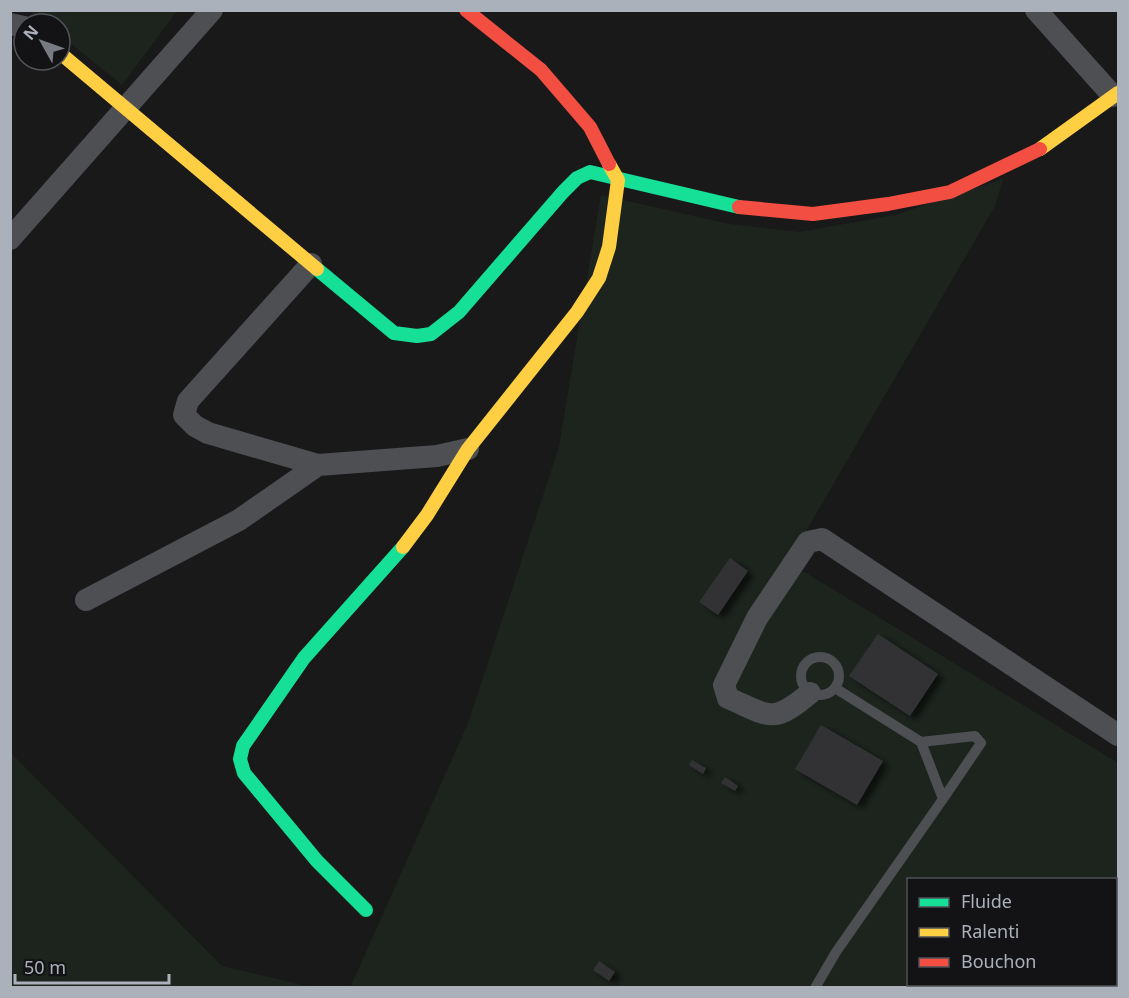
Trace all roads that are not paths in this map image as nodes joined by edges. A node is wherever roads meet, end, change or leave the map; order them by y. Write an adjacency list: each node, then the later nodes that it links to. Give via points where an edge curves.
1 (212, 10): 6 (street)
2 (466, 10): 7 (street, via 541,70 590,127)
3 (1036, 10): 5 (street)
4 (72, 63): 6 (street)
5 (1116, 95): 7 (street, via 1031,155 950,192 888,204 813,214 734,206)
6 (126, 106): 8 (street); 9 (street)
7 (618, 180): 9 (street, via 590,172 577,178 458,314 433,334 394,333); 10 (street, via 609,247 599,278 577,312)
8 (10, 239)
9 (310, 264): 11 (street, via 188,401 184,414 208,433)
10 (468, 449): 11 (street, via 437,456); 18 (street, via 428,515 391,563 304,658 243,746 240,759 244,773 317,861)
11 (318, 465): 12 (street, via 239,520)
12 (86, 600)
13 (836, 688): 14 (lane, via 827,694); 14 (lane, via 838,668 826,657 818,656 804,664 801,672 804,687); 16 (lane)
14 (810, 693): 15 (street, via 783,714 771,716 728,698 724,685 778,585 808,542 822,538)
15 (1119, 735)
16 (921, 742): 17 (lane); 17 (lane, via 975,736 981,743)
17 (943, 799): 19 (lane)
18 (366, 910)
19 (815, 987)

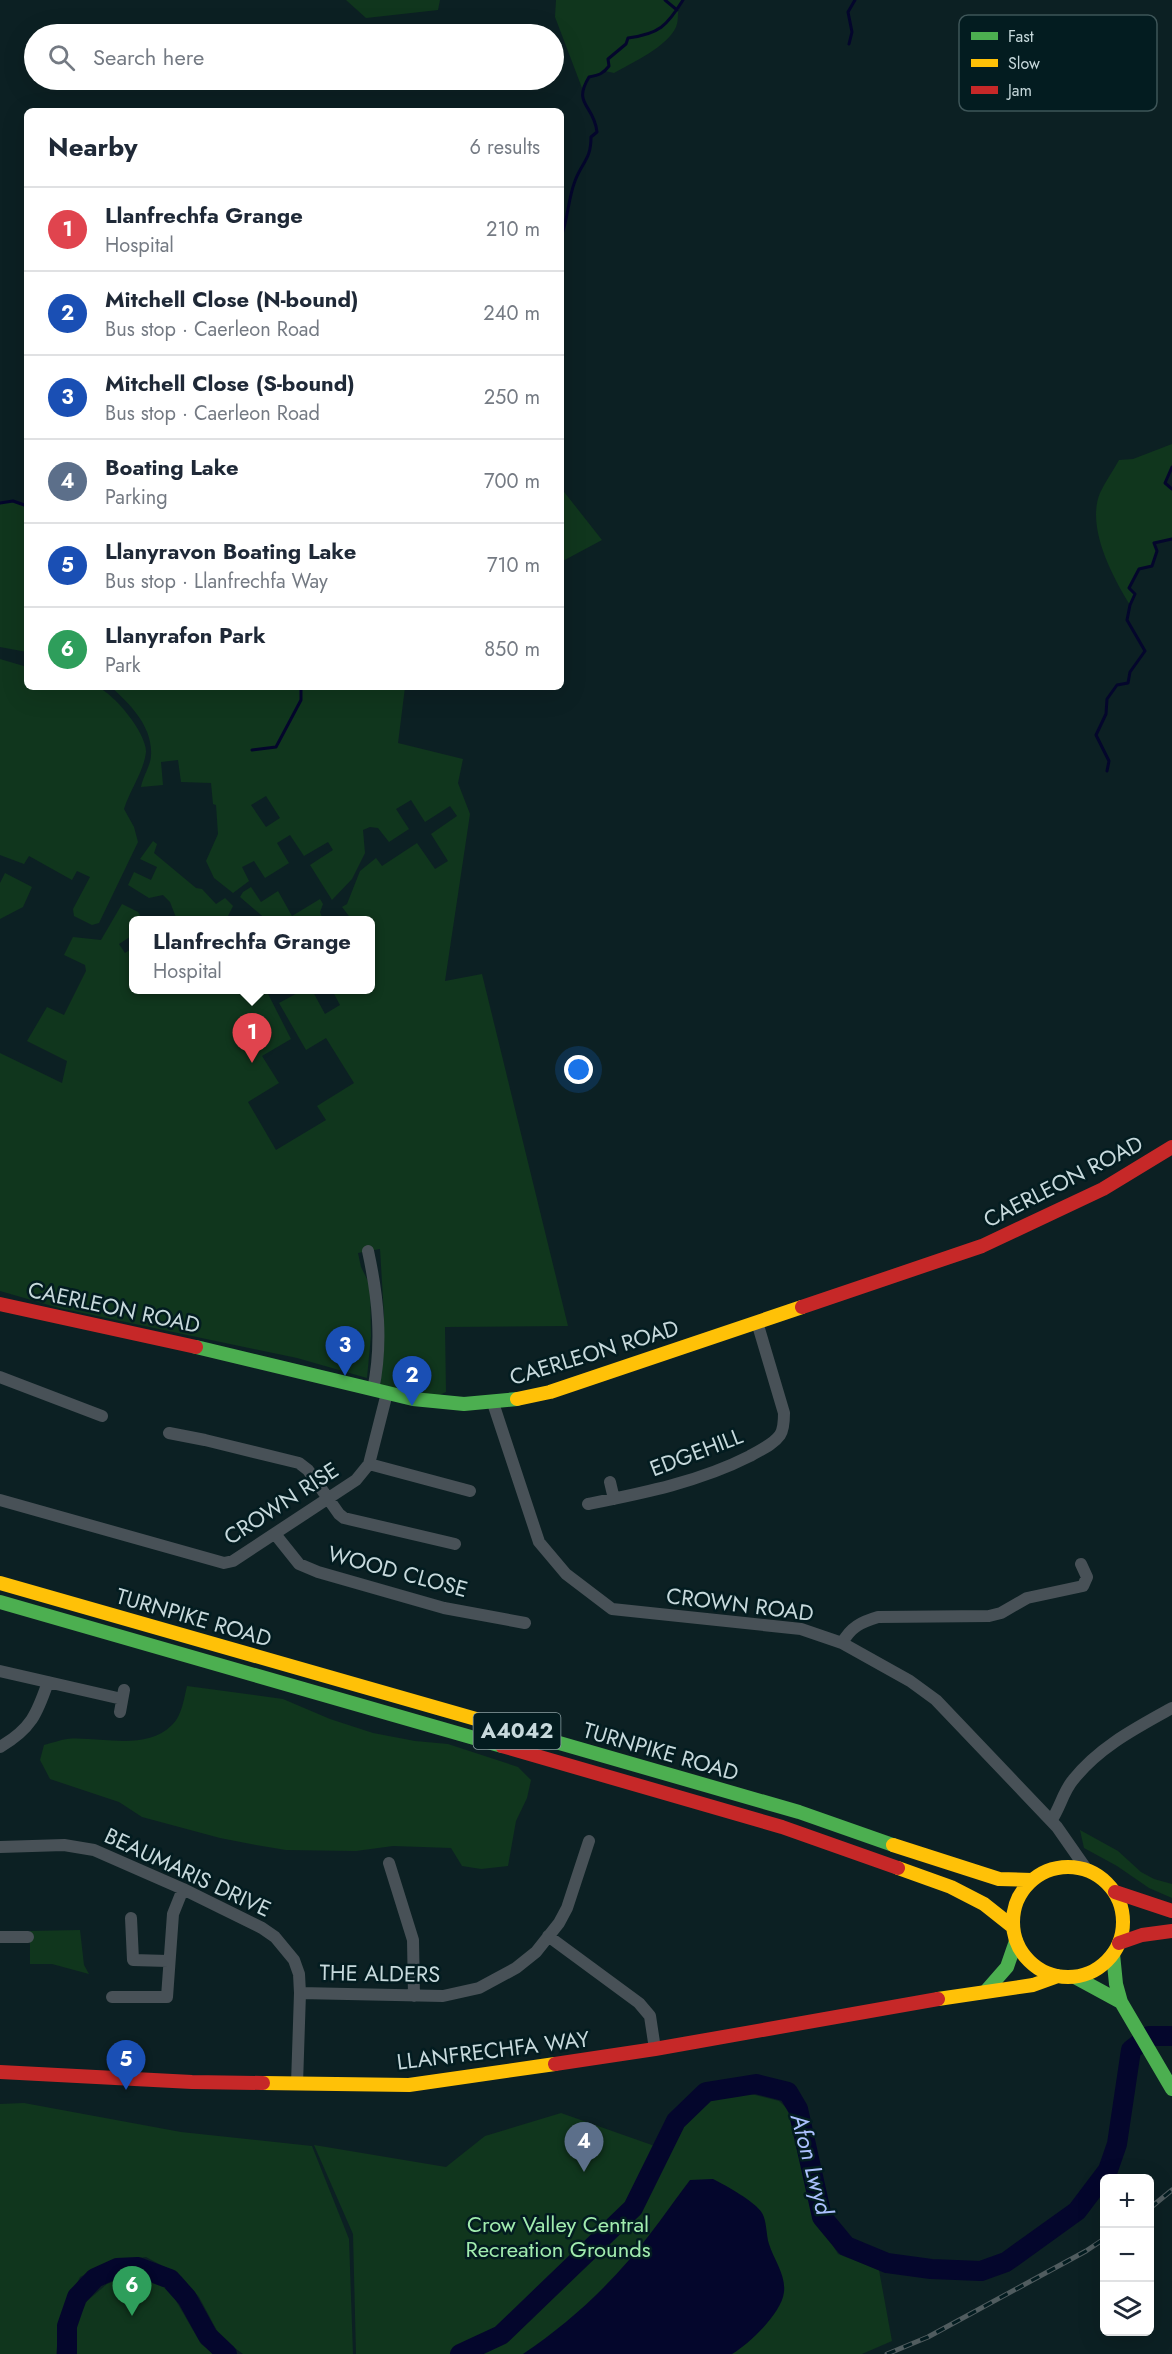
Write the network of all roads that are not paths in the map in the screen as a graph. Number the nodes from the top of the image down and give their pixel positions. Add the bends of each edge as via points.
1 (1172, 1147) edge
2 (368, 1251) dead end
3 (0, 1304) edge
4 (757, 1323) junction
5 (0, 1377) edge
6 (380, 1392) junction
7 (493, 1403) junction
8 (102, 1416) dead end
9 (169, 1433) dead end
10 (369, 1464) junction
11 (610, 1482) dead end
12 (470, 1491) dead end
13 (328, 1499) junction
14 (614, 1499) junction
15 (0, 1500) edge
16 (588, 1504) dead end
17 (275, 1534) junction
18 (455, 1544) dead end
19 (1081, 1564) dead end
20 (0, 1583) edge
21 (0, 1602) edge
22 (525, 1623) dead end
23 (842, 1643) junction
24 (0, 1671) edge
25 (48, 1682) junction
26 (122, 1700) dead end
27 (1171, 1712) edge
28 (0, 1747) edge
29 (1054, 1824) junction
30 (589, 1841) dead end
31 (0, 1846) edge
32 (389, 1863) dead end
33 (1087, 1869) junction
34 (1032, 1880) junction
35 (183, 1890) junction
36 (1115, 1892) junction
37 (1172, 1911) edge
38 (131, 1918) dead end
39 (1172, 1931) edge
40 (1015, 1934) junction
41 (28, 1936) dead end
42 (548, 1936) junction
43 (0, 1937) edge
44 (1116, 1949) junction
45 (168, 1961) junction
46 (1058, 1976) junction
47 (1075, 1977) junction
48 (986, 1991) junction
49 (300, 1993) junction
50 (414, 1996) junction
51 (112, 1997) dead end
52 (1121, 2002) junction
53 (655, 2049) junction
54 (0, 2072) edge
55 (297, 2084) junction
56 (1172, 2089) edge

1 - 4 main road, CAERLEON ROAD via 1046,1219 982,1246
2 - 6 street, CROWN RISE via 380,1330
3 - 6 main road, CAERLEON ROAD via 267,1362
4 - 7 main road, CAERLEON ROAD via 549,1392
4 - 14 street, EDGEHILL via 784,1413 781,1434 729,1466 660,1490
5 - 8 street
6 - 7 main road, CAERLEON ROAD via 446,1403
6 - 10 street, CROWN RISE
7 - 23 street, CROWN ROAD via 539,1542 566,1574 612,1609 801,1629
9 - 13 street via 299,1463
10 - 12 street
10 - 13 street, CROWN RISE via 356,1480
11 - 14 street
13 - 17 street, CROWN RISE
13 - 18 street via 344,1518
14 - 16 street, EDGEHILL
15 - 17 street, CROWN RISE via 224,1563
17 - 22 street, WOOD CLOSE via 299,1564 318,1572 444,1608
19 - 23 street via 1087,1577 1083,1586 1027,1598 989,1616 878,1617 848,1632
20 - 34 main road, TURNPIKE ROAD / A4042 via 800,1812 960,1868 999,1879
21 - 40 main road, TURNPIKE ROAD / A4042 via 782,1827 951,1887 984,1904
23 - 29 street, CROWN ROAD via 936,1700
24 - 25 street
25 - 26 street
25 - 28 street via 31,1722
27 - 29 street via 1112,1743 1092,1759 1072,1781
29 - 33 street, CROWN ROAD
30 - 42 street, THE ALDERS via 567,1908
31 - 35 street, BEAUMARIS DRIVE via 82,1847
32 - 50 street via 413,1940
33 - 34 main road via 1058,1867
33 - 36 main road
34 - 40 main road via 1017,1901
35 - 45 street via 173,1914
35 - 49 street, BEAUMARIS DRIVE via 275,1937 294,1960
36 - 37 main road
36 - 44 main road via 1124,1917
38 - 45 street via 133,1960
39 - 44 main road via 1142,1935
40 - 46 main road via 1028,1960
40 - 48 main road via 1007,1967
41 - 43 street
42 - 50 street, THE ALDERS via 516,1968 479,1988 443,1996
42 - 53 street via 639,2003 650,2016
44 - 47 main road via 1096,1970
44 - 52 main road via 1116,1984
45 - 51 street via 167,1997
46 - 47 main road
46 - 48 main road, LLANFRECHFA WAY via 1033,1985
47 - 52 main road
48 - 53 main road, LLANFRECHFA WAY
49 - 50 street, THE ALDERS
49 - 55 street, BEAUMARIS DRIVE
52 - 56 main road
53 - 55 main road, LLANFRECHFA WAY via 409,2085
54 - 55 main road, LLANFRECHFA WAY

Task statement: Write out all the records again, exactly, minus any pictures.

Solution to this task:
Trace all roads that are not paths in this map image as nodes joined by edges. A node is wherever roads meet, end, change or leave the map; order them by y. Write an adjacency list: each node, then the later nodes that it links to. Give via points where an edge curves.
1 (212, 10): 6 (street)
2 (466, 10): 7 (street, via 541,70 590,127)
3 (1036, 10): 5 (street)
4 (72, 63): 6 (street)
5 (1116, 95): 7 (street, via 1031,155 950,192 888,204 813,214 734,206)
6 (126, 106): 8 (street); 9 (street)
7 (618, 180): 9 (street, via 590,172 577,178 458,314 433,334 394,333); 10 (street, via 609,247 599,278 577,312)
8 (10, 239)
9 (310, 264): 11 (street, via 188,401 184,414 208,433)
10 (468, 449): 11 (street, via 437,456); 18 (street, via 428,515 391,563 304,658 243,746 240,759 244,773 317,861)
11 (318, 465): 12 (street, via 239,520)
12 (86, 600)
13 (836, 688): 14 (lane, via 827,694); 14 (lane, via 838,668 826,657 818,656 804,664 801,672 804,687); 16 (lane)
14 (810, 693): 15 (street, via 783,714 771,716 728,698 724,685 778,585 808,542 822,538)
15 (1119, 735)
16 (921, 742): 17 (lane); 17 (lane, via 975,736 981,743)
17 (943, 799): 19 (lane)
18 (366, 910)
19 (815, 987)

Write the network of all roads that are not paths in the map in the screen as a graph. Number the nodes from the top of the image down and give their pixel positions. Add the bends of each edge as via points.
1 (1172, 1147) edge
2 (368, 1251) dead end
3 (0, 1304) edge
4 (757, 1323) junction
5 (0, 1377) edge
6 (380, 1392) junction
7 (493, 1403) junction
8 (102, 1416) dead end
9 (169, 1433) dead end
10 (369, 1464) junction
11 (610, 1482) dead end
12 (470, 1491) dead end
13 (328, 1499) junction
14 (614, 1499) junction
15 (0, 1500) edge
16 (588, 1504) dead end
17 (275, 1534) junction
18 (455, 1544) dead end
19 (1081, 1564) dead end
20 (0, 1583) edge
21 (0, 1602) edge
22 (525, 1623) dead end
23 (842, 1643) junction
24 (0, 1671) edge
25 (48, 1682) junction
26 (122, 1700) dead end
27 (1171, 1712) edge
28 (0, 1747) edge
29 (1054, 1824) junction
30 (589, 1841) dead end
31 (0, 1846) edge
32 (389, 1863) dead end
33 (1087, 1869) junction
34 (1032, 1880) junction
35 (183, 1890) junction
36 (1115, 1892) junction
37 (1172, 1911) edge
38 (131, 1918) dead end
39 (1172, 1931) edge
40 (1015, 1934) junction
41 (28, 1936) dead end
42 (548, 1936) junction
43 (0, 1937) edge
44 (1116, 1949) junction
45 (168, 1961) junction
46 (1058, 1976) junction
47 (1075, 1977) junction
48 (986, 1991) junction
49 (300, 1993) junction
50 (414, 1996) junction
51 (112, 1997) dead end
52 (1121, 2002) junction
53 (655, 2049) junction
54 (0, 2072) edge
55 (297, 2084) junction
56 (1172, 2089) edge

1 - 4 main road, CAERLEON ROAD via 1046,1219 982,1246
2 - 6 street, CROWN RISE via 380,1330
3 - 6 main road, CAERLEON ROAD via 267,1362
4 - 7 main road, CAERLEON ROAD via 549,1392
4 - 14 street, EDGEHILL via 784,1413 781,1434 729,1466 660,1490
5 - 8 street
6 - 7 main road, CAERLEON ROAD via 446,1403
6 - 10 street, CROWN RISE
7 - 23 street, CROWN ROAD via 539,1542 566,1574 612,1609 801,1629
9 - 13 street via 299,1463
10 - 12 street
10 - 13 street, CROWN RISE via 356,1480
11 - 14 street
13 - 17 street, CROWN RISE
13 - 18 street via 344,1518
14 - 16 street, EDGEHILL
15 - 17 street, CROWN RISE via 224,1563
17 - 22 street, WOOD CLOSE via 299,1564 318,1572 444,1608
19 - 23 street via 1087,1577 1083,1586 1027,1598 989,1616 878,1617 848,1632
20 - 34 main road, TURNPIKE ROAD / A4042 via 800,1812 960,1868 999,1879
21 - 40 main road, TURNPIKE ROAD / A4042 via 782,1827 951,1887 984,1904
23 - 29 street, CROWN ROAD via 936,1700
24 - 25 street
25 - 26 street
25 - 28 street via 31,1722
27 - 29 street via 1112,1743 1092,1759 1072,1781
29 - 33 street, CROWN ROAD
30 - 42 street, THE ALDERS via 567,1908
31 - 35 street, BEAUMARIS DRIVE via 82,1847
32 - 50 street via 413,1940
33 - 34 main road via 1058,1867
33 - 36 main road
34 - 40 main road via 1017,1901
35 - 45 street via 173,1914
35 - 49 street, BEAUMARIS DRIVE via 275,1937 294,1960
36 - 37 main road
36 - 44 main road via 1124,1917
38 - 45 street via 133,1960
39 - 44 main road via 1142,1935
40 - 46 main road via 1028,1960
40 - 48 main road via 1007,1967
41 - 43 street
42 - 50 street, THE ALDERS via 516,1968 479,1988 443,1996
42 - 53 street via 639,2003 650,2016
44 - 47 main road via 1096,1970
44 - 52 main road via 1116,1984
45 - 51 street via 167,1997
46 - 47 main road
46 - 48 main road, LLANFRECHFA WAY via 1033,1985
47 - 52 main road
48 - 53 main road, LLANFRECHFA WAY
49 - 50 street, THE ALDERS
49 - 55 street, BEAUMARIS DRIVE
52 - 56 main road
53 - 55 main road, LLANFRECHFA WAY via 409,2085
54 - 55 main road, LLANFRECHFA WAY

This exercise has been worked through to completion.